Records for processing Start Marker
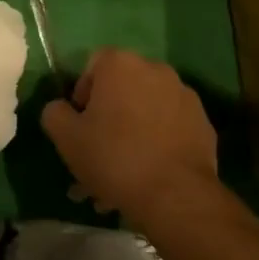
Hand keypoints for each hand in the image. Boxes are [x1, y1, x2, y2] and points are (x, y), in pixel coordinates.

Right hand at [41, 48, 217, 220]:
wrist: (176, 195)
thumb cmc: (114, 157)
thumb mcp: (66, 137)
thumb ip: (55, 113)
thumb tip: (62, 108)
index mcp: (121, 64)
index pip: (93, 65)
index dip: (82, 93)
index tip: (81, 124)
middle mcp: (155, 70)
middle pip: (122, 89)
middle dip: (108, 117)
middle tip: (98, 153)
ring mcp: (184, 96)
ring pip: (145, 111)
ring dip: (131, 133)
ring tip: (121, 175)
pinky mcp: (203, 123)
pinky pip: (169, 128)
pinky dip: (157, 143)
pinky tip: (148, 175)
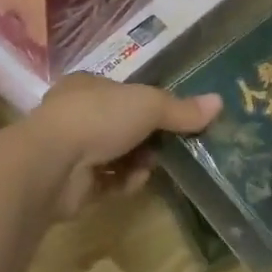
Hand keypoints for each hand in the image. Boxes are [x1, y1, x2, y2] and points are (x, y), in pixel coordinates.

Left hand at [26, 74, 220, 218]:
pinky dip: (123, 184)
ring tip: (149, 167)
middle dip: (148, 139)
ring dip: (138, 163)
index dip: (151, 106)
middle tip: (169, 147)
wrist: (51, 164)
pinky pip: (108, 184)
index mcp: (88, 86)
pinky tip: (131, 184)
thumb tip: (219, 103)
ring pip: (117, 157)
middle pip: (124, 127)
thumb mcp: (149, 105)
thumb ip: (182, 109)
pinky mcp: (71, 185)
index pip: (126, 93)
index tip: (174, 120)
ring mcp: (71, 151)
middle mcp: (76, 115)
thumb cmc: (98, 118)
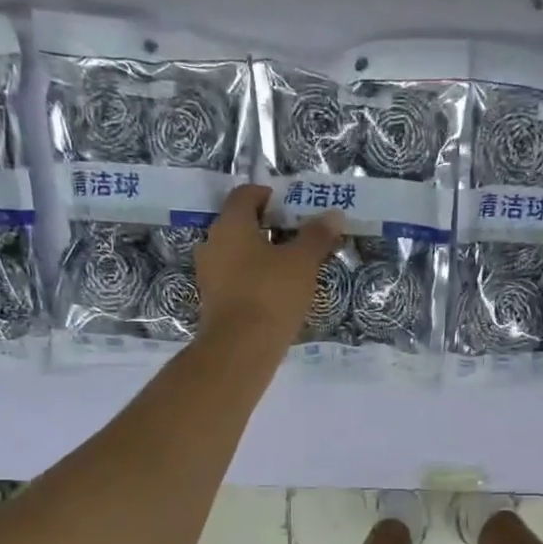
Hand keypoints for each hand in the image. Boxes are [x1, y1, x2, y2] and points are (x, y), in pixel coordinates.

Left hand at [195, 185, 343, 343]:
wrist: (240, 349)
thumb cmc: (270, 294)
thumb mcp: (302, 262)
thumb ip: (317, 236)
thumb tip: (333, 215)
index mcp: (231, 224)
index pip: (245, 195)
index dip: (268, 195)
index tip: (291, 206)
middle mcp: (213, 244)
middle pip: (240, 224)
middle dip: (268, 227)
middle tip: (297, 237)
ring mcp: (209, 275)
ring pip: (237, 254)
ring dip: (261, 256)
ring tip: (291, 268)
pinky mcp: (213, 302)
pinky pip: (235, 279)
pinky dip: (254, 279)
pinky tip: (276, 293)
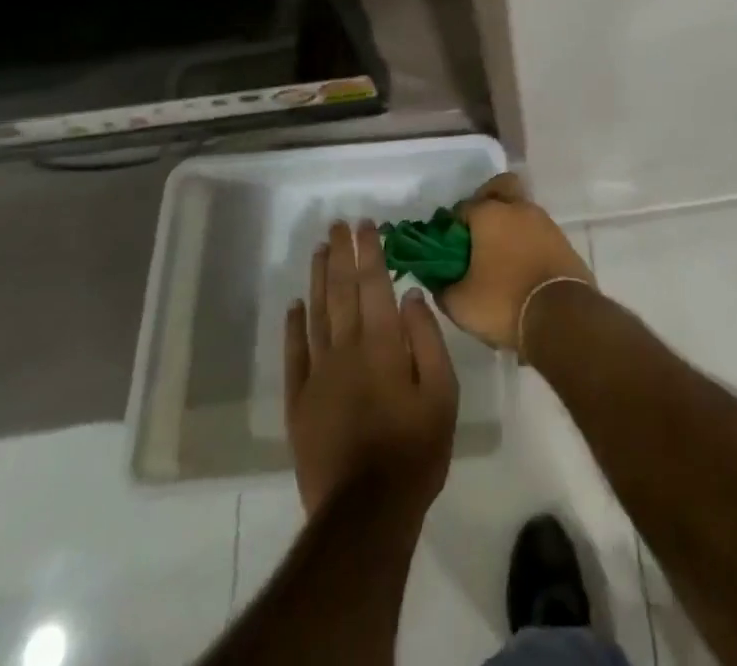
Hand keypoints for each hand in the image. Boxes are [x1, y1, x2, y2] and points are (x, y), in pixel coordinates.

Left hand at [285, 220, 458, 517]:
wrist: (366, 512)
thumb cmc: (415, 449)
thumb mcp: (442, 393)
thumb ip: (427, 339)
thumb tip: (410, 295)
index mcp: (382, 343)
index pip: (374, 284)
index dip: (369, 251)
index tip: (366, 224)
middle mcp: (345, 348)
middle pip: (342, 291)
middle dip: (341, 254)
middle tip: (338, 225)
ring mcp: (318, 374)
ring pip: (316, 314)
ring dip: (318, 278)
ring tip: (319, 249)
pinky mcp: (299, 401)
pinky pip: (294, 354)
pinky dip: (294, 326)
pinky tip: (295, 305)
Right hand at [437, 174, 595, 351]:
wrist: (563, 317)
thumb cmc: (504, 302)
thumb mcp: (460, 304)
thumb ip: (442, 287)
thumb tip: (438, 281)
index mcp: (489, 214)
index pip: (462, 207)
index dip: (451, 226)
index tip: (448, 248)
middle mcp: (518, 208)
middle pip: (500, 187)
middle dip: (486, 201)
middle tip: (477, 233)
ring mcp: (544, 222)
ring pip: (521, 210)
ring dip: (509, 225)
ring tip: (499, 257)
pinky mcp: (563, 241)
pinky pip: (538, 232)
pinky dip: (527, 242)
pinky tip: (521, 267)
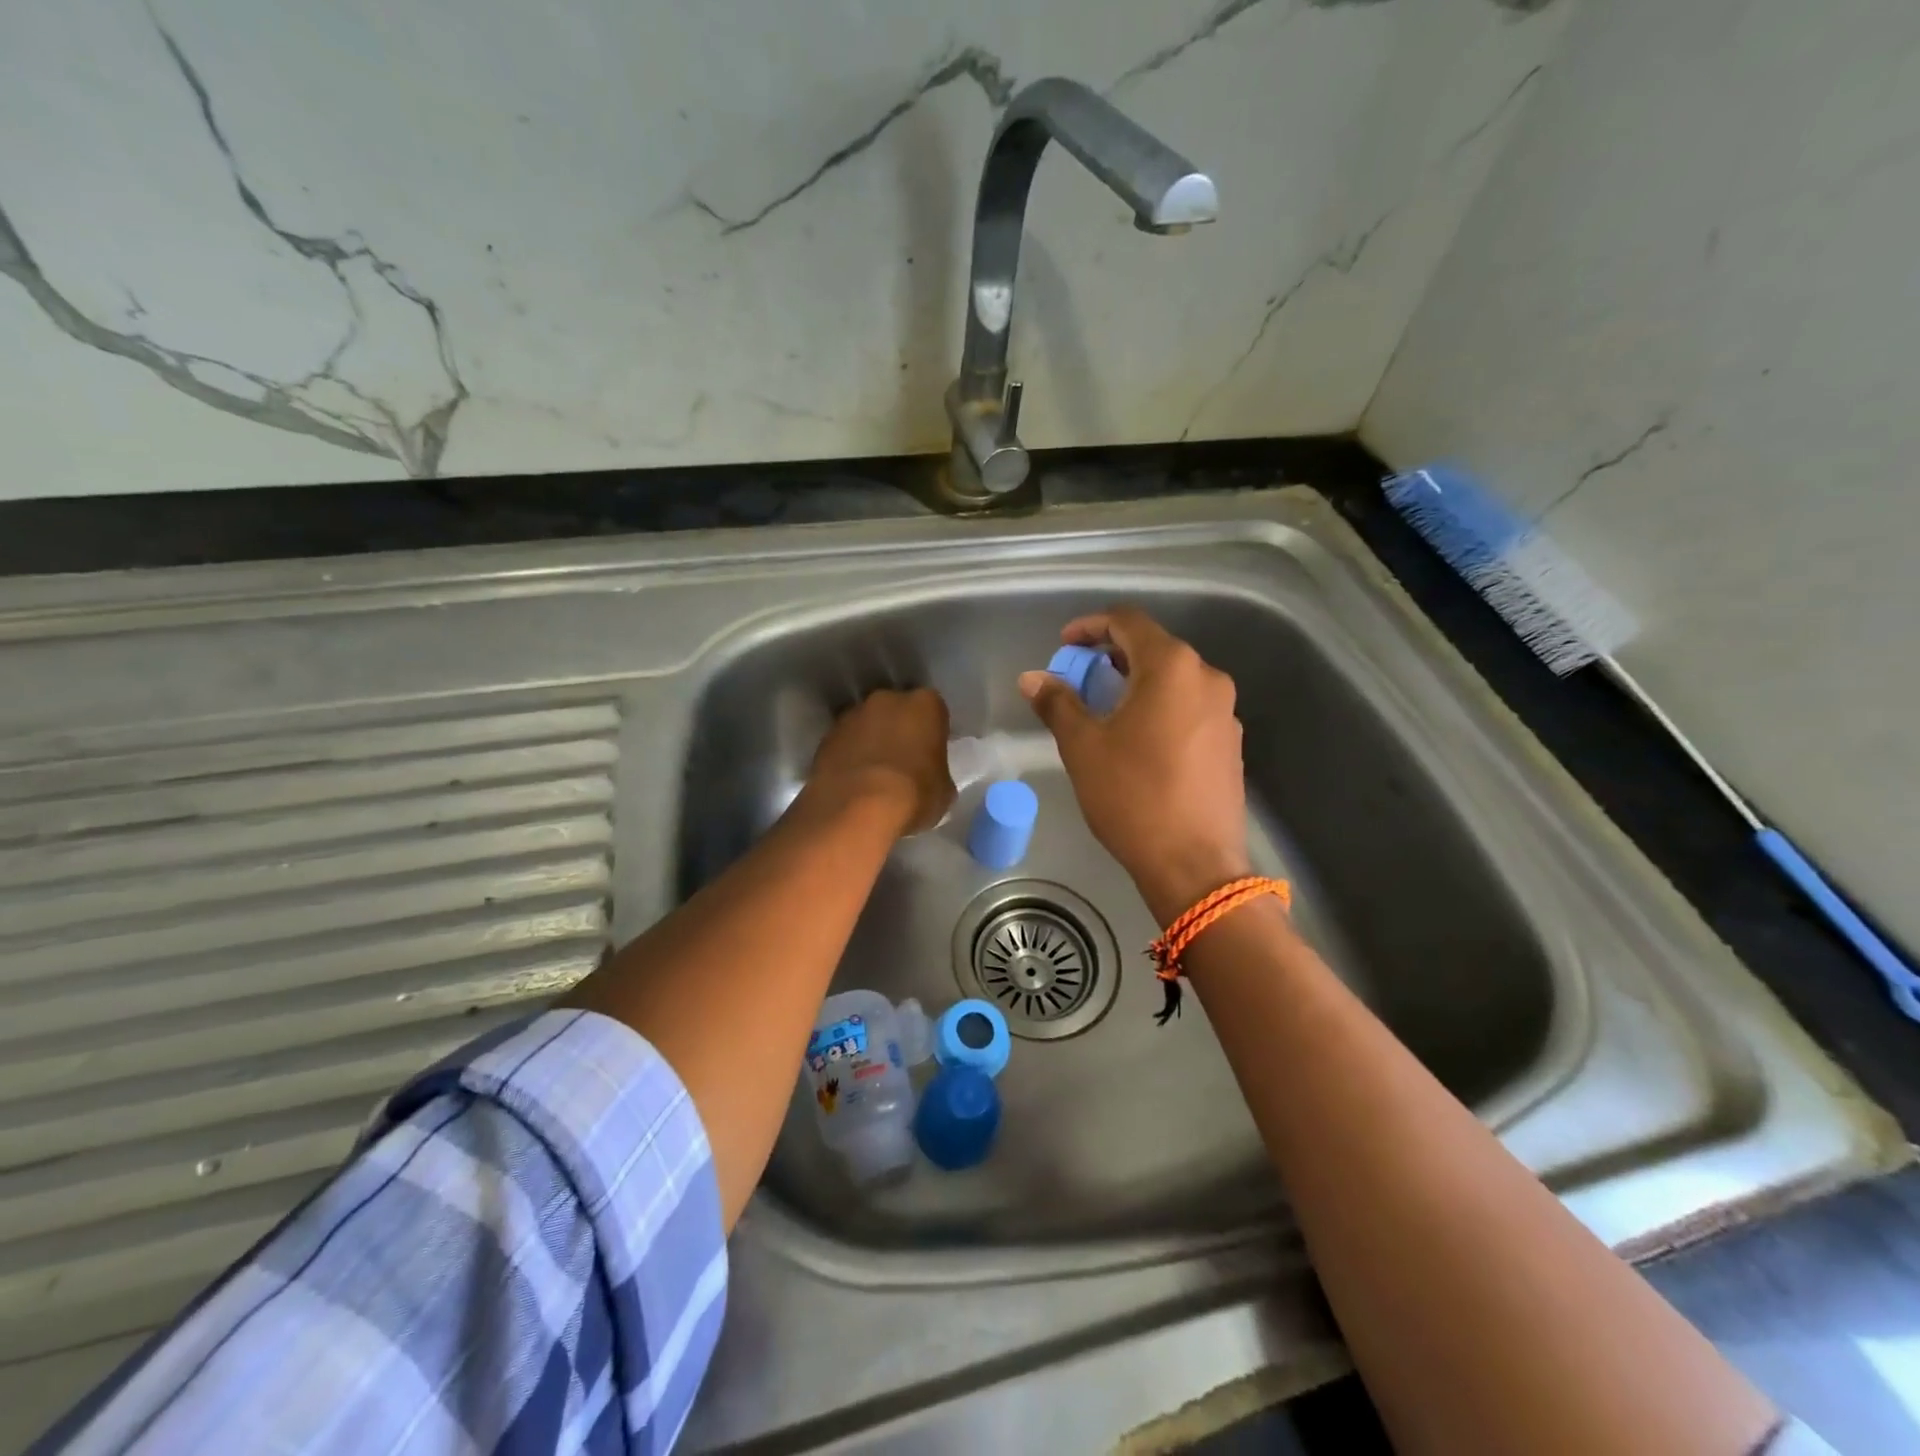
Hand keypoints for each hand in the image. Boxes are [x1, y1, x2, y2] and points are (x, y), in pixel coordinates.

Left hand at [802, 687, 954, 835]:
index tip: (931, 753)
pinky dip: (849, 756)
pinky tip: (853, 782)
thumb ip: (938, 773)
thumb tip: (931, 778)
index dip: (932, 732)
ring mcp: (852, 715)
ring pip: (867, 724)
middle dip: (899, 730)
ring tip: (874, 774)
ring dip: (871, 741)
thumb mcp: (944, 791)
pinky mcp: (826, 736)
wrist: (856, 809)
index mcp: (925, 704)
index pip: (934, 710)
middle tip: (903, 761)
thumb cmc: (913, 795)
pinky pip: (845, 743)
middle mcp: (887, 699)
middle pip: (897, 710)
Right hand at [1019, 609, 1250, 924]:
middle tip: (1079, 678)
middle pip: (1154, 648)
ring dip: (1136, 683)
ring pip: (1174, 679)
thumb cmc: (1132, 796)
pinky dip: (1160, 707)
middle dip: (1111, 656)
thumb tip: (1032, 678)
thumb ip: (1058, 703)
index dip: (1090, 626)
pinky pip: (1190, 706)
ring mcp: (1225, 711)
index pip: (1128, 621)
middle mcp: (1206, 678)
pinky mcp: (1230, 742)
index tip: (1064, 646)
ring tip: (1104, 709)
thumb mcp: (1084, 747)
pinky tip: (1138, 739)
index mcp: (1171, 667)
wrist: (1195, 865)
Records for processing End Marker
> Exercise brief
Only the pictures stay behind; everything else in the data above is to be retyped exactly.

> Answer for this exercise
Hand keypoints for each hand in the image. Boxes are [x1, y1, x2, y2] and points are (x, y), in pixel coordinates.

Right hand at [41, 48, 217, 220]:
wrist: (176, 195)
thumb cmc: (114, 157)
thumb mcp: (66, 137)
thumb ip: (55, 113)
thumb tip: (62, 108)
index mcp: (121, 64)
index pip: (93, 65)
index dip: (82, 93)
index tip: (81, 124)
middle mcp: (155, 70)
middle pip: (122, 89)
middle dip: (108, 117)
middle tip: (98, 153)
ring mcp: (184, 96)
ring pip: (145, 111)
ring dip: (131, 133)
ring tip: (121, 175)
pinky mcp: (203, 123)
pinky pip: (169, 128)
pinky dip: (157, 143)
pinky tip: (148, 175)
Hand keypoints for each hand in the image. Boxes are [x1, y1, x2, y2] and points are (x, y), in pixel coordinates.

Left hand at [26, 74, 220, 218]:
pinky dip: (123, 184)
ring tip: (149, 167)
middle dip: (148, 139)
ring dip: (138, 163)
index dip: (151, 106)
middle tip: (169, 147)
wrist: (51, 164)
pinky pip: (108, 184)
index mcp: (88, 86)
pinky tip: (131, 184)
thumb tip: (219, 103)
ring pip: (117, 157)
middle pip: (124, 127)
thumb mcp: (149, 105)
thumb ip: (182, 109)
pinky mcp: (71, 185)
index pip: (126, 93)
index tip: (174, 120)
ring mcp: (71, 151)
middle mcp: (76, 115)
thumb cmc: (98, 118)
Hand keypoints for each hand in the image. Boxes are [x1, y1, x2, y2] and points are (x, y), in pixel coordinates.

Left hand at [195, 185, 343, 343]:
wrist: (240, 349)
thumb cmc: (270, 294)
thumb mcp: (302, 262)
thumb ip: (317, 236)
thumb tip: (333, 215)
index mcp: (231, 224)
index pip: (245, 195)
index dip: (268, 195)
index tip: (291, 206)
middle mcp: (213, 244)
middle pip: (240, 224)
middle dip: (268, 227)
middle tip: (297, 237)
ring mcp: (209, 275)
ring pip: (237, 254)
ring dip: (261, 256)
ring tip: (291, 268)
pinky mcp: (213, 302)
pinky pip: (235, 279)
pinky dip: (254, 279)
pinky tip: (276, 293)
Hand keypoints for each hand in the image. Boxes are [x1, y1, x2, y2] and points are (x, y), in pixel coordinates.

Left hand at [285, 220, 458, 517]:
wrist: (366, 512)
thumb cmc: (415, 449)
thumb mcp: (442, 393)
thumb ip: (427, 339)
thumb tip: (410, 295)
index mcp: (382, 343)
index pip: (374, 284)
index dip: (369, 251)
index tip: (366, 224)
middle mcp: (345, 348)
middle pip: (342, 291)
middle dip: (341, 254)
middle tip: (338, 225)
ring mcp: (318, 374)
ring pip: (316, 314)
ring dip: (318, 278)
ring tip: (319, 249)
pinky mcp: (299, 401)
pinky pip: (294, 354)
pinky dip: (294, 326)
pinky tip: (295, 305)
Right hand at [437, 174, 595, 351]:
wrist: (563, 317)
thumb cmc: (504, 302)
thumb mcp: (460, 304)
thumb ip: (442, 287)
thumb tip: (438, 281)
index mcp: (489, 214)
index pip: (462, 207)
index dip: (451, 226)
index tip: (448, 248)
middle mcp: (518, 208)
middle pip: (500, 187)
middle dip: (486, 201)
middle tip: (477, 233)
ring mcp: (544, 222)
ring pip: (521, 210)
ring dip: (509, 225)
ring tip: (499, 257)
pinky mcp: (563, 241)
pinky pip: (538, 232)
pinky dip: (527, 242)
pinky tip: (521, 267)
Hand keypoints for each hand in the image. Boxes are [x1, y1, x2, y2] and points are (x, y), in pixel coordinates.

Left hand at [802, 687, 954, 835]:
index tip: (931, 753)
pinky dip: (849, 756)
pinky tip: (853, 782)
thumb ip: (938, 773)
thumb tip: (931, 778)
index dip: (932, 732)
ring mcp: (852, 715)
ring pip: (867, 724)
middle dip: (899, 730)
ring tip: (874, 774)
ring dip: (871, 741)
thumb mcp: (944, 791)
pinky mcp: (826, 736)
wrist: (856, 809)
index mcp: (925, 704)
index pip: (934, 710)
middle tip: (903, 761)
thumb cmc: (913, 795)
pinky pip: (845, 743)
middle mcp: (887, 699)
middle pip: (897, 710)
Right hand at [1019, 609, 1250, 924]:
middle tip: (1079, 678)
middle pip: (1154, 648)
ring dip: (1136, 683)
ring pip: (1174, 679)
thumb cmc: (1132, 796)
pinky dip: (1160, 707)
middle dip: (1111, 656)
thumb tip: (1032, 678)
thumb ip: (1058, 703)
index dip: (1090, 626)
pinky pip: (1190, 706)
ring mcp: (1225, 711)
index pip: (1128, 621)
middle mcp: (1206, 678)
pinky mcp: (1230, 742)
index tip: (1064, 646)
ring tip: (1104, 709)
thumb mcp: (1084, 747)
pinky tip: (1138, 739)
index mcp: (1171, 667)
wrist: (1195, 865)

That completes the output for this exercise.